Merry without being married

Photo illustration by junior Hana Ghazi

First comes love, then comes marriage, right? Nowhere does the song mention our readiness for the commitment of a lifetime. As teenagers, we find ourselves flung into the crazy world of adulthood. At the age of 18, we are expected to figure out what to make of our lives. On the long checklist of life achievements, one could find marriage.

In our society today, the norm is to get married, and for most, that norm works. People get engaged and plan a big wedding, because that’s how it is ‘supposed’ to play out. We don’t really ever consider that we may not truly know who we are as people to make such a large commitment. Marriage is not something we can just dive into, but rather it is a steady climb with many ups and downs.

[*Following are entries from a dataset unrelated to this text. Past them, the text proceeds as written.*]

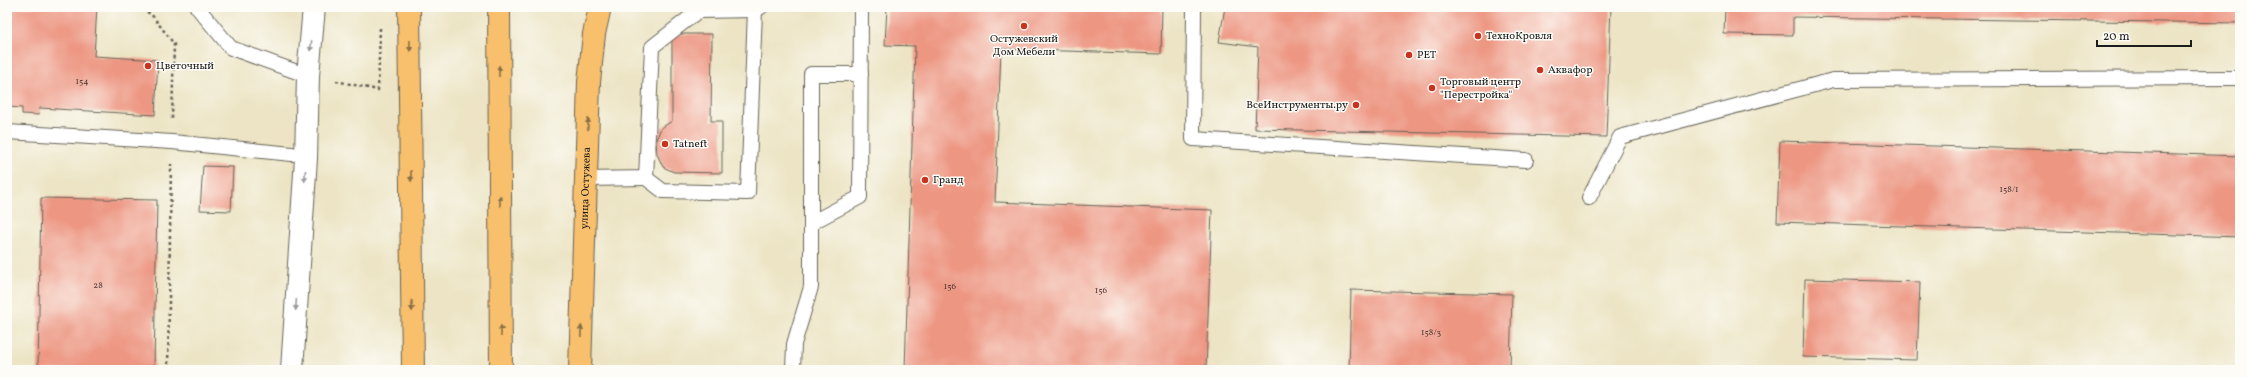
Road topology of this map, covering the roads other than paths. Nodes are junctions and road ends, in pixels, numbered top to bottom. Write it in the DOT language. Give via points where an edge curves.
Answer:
graph roads {
  1 [pos="197,7"];
  2 [pos="314,7"];
  3 [pos="410,7"];
  4 [pos="499,7"];
  5 [pos="600,7"];
  6 [pos="862,7"];
  7 [pos="1194,7"];
  8 [pos="758,8"];
  9 [pos="861,74"];
  10 [pos="308,76"];
  11 [pos="2240,78"];
  12 [pos="7,132"];
  13 [pos="292,154"];
  14 [pos="1526,160"];
  15 [pos="646,178"];
  16 [pos="586,179"];
  17 [pos="1589,198"];
  18 [pos="811,223"];
  19 [pos="292,370"];
  20 [pos="413,370"];
  21 [pos="501,370"];
  22 [pos="580,370"];
  23 [pos="793,370"];
  1 -- 10 [label="lane" via="231,48"];
  2 -- 10 [label="street, one-way"];
  3 -- 20 [label="main road, one-way"];
  21 -- 4 [label="main road, one-way, bridge"];
  16 -- 5 [label="main road, улица Остужева, one-way" via="589,82 594,34"];
  6 -- 9 [label="lane"];
  7 -- 14 [label="lane" via="1193,139"];
  8 -- 15 [label="lane" via="698,11 652,47"];
  8 -- 15 [label="lane" via="748,193 663,191"];
  9 -- 18 [label="lane" via="860,197"];
  9 -- 18 [label="lane" via="811,74"];
  10 -- 19 [label="street, one-way" via="306,158"];
  11 -- 17 [label="lane" via="1833,80 1620,137"];
  12 -- 13 [label="lane" via="172,142"];
  15 -- 16 [label="lane"];
  22 -- 16 [label="main road, улица Остужева, one-way"];
  18 -- 23 [label="lane" via="811,287 794,344"];
}
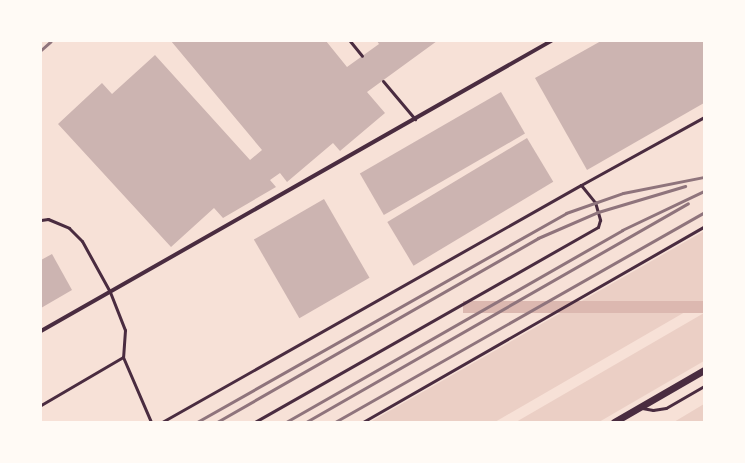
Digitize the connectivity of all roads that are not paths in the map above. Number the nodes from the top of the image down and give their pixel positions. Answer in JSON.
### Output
{"nodes":[{"id":1,"x":350,"y":41,"type":"edge"},
{"id":2,"x":551,"y":41,"type":"edge"},
{"id":3,"x":362,"y":56,"type":"dead end"},
{"id":4,"x":383,"y":81,"type":"dead end"},
{"id":5,"x":704,"y":118,"type":"edge"},
{"id":6,"x":415,"y":119,"type":"junction"},
{"id":7,"x":581,"y":185,"type":"junction"},
{"id":8,"x":41,"y":220,"type":"edge"},
{"id":9,"x":110,"y":292,"type":"junction"},
{"id":10,"x":41,"y":331,"type":"edge"},
{"id":11,"x":123,"y":357,"type":"junction"},
{"id":12,"x":704,"y":370,"type":"edge"},
{"id":13,"x":704,"y":386,"type":"edge"},
{"id":14,"x":41,"y":406,"type":"edge"},
{"id":15,"x":640,"y":407,"type":"junction"},
{"id":16,"x":151,"y":422,"type":"edge"},
{"id":17,"x":162,"y":422,"type":"edge"},
{"id":18,"x":255,"y":422,"type":"edge"},
{"id":19,"x":614,"y":422,"type":"edge"}],
"edges":[{"from":1,"to":3,"type":"lane"},
{"from":2,"to":6,"type":"street"},
{"from":4,"to":6,"type":"lane"},
{"from":5,"to":7,"type":"lane"},
{"from":6,"to":9,"type":"street"},
{"from":7,"to":17,"type":"lane"},
{"from":7,"to":18,"type":"lane"},
{"from":8,"to":9,"type":"lane"},
{"from":9,"to":10,"type":"street"},
{"from":9,"to":11,"type":"lane"},
{"from":11,"to":14,"type":"lane"},
{"from":11,"to":16,"type":"lane"},
{"from":12,"to":15,"type":"street"},
{"from":13,"to":15,"type":"lane"},
{"from":15,"to":19,"type":"street"}]}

It is said we should know and love ourselves before we can fully love another. We should, essentially, be our own No. 1 priority. It seems as if people try to adapt their beliefs and things they like based on their partner, even if that’s not how they truly feel. We shouldn’t feel we have to ‘cave’ into what our partner enjoys just to please them. It is inevitable we will always be finding ourselves and discovering daily what we want in life.

Another consideration people should be aware of is sometimes they are only getting married for society. In the progression of our lives, most people are expected to tie the knot. This step usually happens in our 20s, which yet again, is a time in life where we are always changing and settling into adult life. For most people, it comes down to being financially stable and having a decent amount of money to share with their partner for

their future life together.

We expect to find our ‘one true love’ at this point in life and feel the need to get married because of this. Getting married because it is the ‘appropriate’ time in society is not a reason to get married. People find themselves with many aspirations in life whether it’s a career path or exploring the world. Because of these things, people may find it better to wait for marriage. This does not mean we should have to carry the “forever alone” title that society puts on us, for the rest of our life, just because we waited.

The question that should be asked is if it’s the right point in life to get married for each individual person. We shouldn’t feel we have to get married at a certain time because society tells us to. Like the old saying “if your friends jumped off a bridge, would you?”, nowhere does it say we have to follow the flow.